My mother is not my caregiver. I do not have a drug or alcohol problem. We only shared a bank account in case something happened to me and a bill needed to be paid. She has been harassing me about money ever since I moved and got my own place. She is obsessed with money. We can be having a relatively congenial mother/ daughter conversation that will immediately turn horribly nasty when the conversation turns to money. She says this is “tough love” which I do believe is very dangerous to those who suffer from schizophrenia; but, this is being done to protect her overly fearful self. She is eighty years old and my dad died two years ago. Since, his death, she has become obsessed with money. One evening when we were discussing what we were having for dinner; she dropped in the tagline, “within my budget.” I already been considering obtaining my own bank account with another bank that I do business “with.” I was waiting until I received my Social Security deposit at the end of this month. They seemed very helpful, and encouraging. Perhaps, most mean-spirited on her part, is that she brought this up on a day when I am unable to reach my therapist; because they are closed due to the wintry weather. I do see him on Thursday; although, it will be the coldest day in about twenty years. She doesn’t care about anything else about me except this money thing; not if I am eating, sleeping, taking my meds or anything else.
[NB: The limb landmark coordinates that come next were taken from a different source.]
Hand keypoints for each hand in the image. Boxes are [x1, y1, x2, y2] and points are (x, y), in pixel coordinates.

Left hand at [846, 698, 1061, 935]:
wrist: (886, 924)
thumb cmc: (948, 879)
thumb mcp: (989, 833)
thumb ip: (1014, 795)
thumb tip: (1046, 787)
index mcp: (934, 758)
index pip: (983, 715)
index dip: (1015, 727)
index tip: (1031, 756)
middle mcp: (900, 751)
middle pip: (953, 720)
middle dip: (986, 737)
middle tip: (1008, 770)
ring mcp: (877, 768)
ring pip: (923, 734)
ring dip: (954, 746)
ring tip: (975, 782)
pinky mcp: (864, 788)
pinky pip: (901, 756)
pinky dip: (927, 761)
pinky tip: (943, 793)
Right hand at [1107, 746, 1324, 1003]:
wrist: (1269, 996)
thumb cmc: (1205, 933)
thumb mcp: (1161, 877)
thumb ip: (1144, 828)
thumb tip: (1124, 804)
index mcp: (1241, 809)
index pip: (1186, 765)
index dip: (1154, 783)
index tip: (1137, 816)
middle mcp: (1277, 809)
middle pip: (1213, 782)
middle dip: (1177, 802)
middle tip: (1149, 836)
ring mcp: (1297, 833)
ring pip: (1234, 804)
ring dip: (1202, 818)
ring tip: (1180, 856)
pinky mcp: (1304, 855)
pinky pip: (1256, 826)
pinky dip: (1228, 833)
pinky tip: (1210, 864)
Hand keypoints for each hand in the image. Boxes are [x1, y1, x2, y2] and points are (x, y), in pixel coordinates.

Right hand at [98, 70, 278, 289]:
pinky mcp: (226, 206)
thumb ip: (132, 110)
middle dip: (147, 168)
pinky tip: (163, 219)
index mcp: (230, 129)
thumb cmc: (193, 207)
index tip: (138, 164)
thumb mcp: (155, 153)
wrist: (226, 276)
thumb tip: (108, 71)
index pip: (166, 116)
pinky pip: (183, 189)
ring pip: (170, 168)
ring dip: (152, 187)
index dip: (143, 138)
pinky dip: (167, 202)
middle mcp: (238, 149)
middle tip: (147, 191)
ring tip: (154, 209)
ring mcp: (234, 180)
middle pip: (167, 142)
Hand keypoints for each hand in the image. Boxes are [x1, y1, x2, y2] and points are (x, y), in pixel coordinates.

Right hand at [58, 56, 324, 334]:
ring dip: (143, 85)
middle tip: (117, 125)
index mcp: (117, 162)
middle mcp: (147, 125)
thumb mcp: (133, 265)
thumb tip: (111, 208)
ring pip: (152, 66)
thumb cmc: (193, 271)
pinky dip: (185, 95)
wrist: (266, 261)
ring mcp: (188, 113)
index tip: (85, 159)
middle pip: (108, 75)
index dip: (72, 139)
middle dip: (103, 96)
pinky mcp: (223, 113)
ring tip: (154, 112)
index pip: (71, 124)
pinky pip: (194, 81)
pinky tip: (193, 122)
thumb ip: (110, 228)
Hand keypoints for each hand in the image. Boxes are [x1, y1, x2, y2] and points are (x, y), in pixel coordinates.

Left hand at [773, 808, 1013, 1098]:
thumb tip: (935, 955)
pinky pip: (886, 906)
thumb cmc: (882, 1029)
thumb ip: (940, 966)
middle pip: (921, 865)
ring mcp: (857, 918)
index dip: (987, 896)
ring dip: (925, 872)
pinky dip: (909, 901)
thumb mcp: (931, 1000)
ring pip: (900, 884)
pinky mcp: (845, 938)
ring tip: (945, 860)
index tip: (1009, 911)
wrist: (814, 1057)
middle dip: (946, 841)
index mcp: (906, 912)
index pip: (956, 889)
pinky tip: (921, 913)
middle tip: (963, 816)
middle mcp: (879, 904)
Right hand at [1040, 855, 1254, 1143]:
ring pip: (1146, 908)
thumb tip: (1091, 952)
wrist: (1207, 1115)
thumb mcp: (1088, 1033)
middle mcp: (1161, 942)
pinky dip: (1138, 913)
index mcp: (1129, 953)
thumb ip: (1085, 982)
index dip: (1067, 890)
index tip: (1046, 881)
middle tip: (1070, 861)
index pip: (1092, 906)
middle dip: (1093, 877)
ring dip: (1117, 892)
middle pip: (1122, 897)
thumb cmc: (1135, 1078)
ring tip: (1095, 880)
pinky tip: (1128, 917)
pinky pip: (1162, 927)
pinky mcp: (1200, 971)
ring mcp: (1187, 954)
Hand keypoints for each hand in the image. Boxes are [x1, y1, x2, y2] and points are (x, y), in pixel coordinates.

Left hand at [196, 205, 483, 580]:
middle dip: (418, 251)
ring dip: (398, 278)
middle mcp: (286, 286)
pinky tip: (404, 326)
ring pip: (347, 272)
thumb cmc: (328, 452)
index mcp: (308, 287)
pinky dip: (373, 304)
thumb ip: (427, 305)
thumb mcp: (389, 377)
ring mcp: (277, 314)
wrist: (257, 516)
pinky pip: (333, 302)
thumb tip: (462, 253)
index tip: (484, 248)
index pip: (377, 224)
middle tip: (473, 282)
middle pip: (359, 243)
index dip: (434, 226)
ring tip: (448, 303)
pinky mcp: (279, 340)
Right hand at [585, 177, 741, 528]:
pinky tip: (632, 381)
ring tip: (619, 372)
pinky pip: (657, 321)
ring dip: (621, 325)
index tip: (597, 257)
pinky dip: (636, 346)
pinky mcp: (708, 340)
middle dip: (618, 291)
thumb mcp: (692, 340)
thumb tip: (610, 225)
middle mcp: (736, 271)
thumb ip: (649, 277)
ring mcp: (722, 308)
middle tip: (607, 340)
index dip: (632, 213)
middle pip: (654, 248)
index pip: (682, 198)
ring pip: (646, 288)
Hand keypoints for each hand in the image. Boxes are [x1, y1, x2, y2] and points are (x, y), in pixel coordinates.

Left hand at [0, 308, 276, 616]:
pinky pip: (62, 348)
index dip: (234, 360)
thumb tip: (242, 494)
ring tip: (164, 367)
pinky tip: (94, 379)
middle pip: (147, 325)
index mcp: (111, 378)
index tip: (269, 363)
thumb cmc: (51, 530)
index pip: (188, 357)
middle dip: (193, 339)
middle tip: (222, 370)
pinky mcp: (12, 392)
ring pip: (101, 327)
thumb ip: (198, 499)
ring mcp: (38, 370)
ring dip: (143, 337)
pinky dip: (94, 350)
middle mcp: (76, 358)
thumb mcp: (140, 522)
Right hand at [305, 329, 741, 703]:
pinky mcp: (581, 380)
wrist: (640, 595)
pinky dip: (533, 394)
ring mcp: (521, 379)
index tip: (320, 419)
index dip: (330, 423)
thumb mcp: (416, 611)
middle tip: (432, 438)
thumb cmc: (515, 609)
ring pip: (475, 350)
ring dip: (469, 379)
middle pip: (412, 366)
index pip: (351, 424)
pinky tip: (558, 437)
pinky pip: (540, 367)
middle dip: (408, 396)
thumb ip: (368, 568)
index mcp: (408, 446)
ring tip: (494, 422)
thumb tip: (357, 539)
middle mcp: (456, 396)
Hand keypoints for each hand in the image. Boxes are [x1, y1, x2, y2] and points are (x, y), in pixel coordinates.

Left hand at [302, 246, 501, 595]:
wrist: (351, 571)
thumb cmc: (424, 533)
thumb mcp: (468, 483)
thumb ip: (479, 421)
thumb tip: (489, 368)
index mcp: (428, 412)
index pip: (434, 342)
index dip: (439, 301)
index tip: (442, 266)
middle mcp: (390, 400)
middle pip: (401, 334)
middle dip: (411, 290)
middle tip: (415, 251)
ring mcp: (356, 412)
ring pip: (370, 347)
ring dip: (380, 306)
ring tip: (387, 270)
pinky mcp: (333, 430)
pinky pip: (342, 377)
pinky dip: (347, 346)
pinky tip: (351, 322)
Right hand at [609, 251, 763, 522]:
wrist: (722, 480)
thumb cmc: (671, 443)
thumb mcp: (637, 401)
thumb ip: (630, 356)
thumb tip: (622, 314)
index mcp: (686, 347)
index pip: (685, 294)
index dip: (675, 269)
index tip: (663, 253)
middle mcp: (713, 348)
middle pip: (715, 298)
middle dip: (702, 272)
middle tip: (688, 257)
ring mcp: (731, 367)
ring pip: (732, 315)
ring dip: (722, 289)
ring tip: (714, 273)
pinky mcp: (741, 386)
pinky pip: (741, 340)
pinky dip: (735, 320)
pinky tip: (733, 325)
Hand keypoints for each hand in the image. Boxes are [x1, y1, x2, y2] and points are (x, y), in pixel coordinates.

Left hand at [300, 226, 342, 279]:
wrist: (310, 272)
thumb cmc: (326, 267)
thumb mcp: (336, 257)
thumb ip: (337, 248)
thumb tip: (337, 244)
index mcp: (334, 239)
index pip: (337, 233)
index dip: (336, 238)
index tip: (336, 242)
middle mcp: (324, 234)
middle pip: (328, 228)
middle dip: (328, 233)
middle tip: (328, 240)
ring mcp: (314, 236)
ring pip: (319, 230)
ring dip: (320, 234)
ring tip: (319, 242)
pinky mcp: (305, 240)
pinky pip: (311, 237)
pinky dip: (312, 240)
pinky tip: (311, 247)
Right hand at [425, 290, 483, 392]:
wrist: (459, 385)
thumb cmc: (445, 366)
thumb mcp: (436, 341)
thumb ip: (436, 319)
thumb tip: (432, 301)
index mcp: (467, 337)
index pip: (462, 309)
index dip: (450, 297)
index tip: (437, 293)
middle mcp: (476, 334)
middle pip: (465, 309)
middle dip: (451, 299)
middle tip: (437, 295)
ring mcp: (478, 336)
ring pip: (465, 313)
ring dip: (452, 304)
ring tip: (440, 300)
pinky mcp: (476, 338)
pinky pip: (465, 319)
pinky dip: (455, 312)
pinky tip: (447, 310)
Although, she does worry if I am taking enough meds to not “Yell at her and “hurt” her” She does worry more about herself than me. So, I am alone in the world; except for my beloved cat. Right now, I am “confined” to my apartment because of the wintry weather. I was going to work on cleaning up my “disastrous mess” but I was so “upset” after talking with my mother; all I could do today was lie there in my bed. I had the tv on, and was not asleep; but I have no idea what I was watching. Once, I had my sister; but, she died thirteen years ago. I do not mean to sound so “depressing.” I just feel so restless and locked up this evening. And, I have no where to go. Why did she talk so crazy to me on a day when she knew I couldn’t get much help? Oh. you know what she said to me, “Oh, you can talk to your therapist.” It’s cold, it’s Tuesday, and I don’t know what to do.

A day program sounds like it would be good for you. Or even a support group of some kind. I know from experience that isolating can drive you batty. Like my sisters tell me, it’s bad for even a non-schizophrenic to spend too much time alone cooped up in a house. For us it’s even worse. I love my mom-but she can drive me crazy. But she is almost 80 and I will overlook a lot and try to get along with her because she does not have long on this planet. I already lost my dad. I do not want to take my mom for granted. She has done a lot for me and old age is hard enough on her. Maybe your mom is really afraid of being bad off financially which is normal. It’s hard to be older and not have any money. Non-schizophrenics don’t realize how sensitive we can be. We can obsess about what someone says to us while a “normal” person will let it roll right off of their back. Yeah, you need to get out.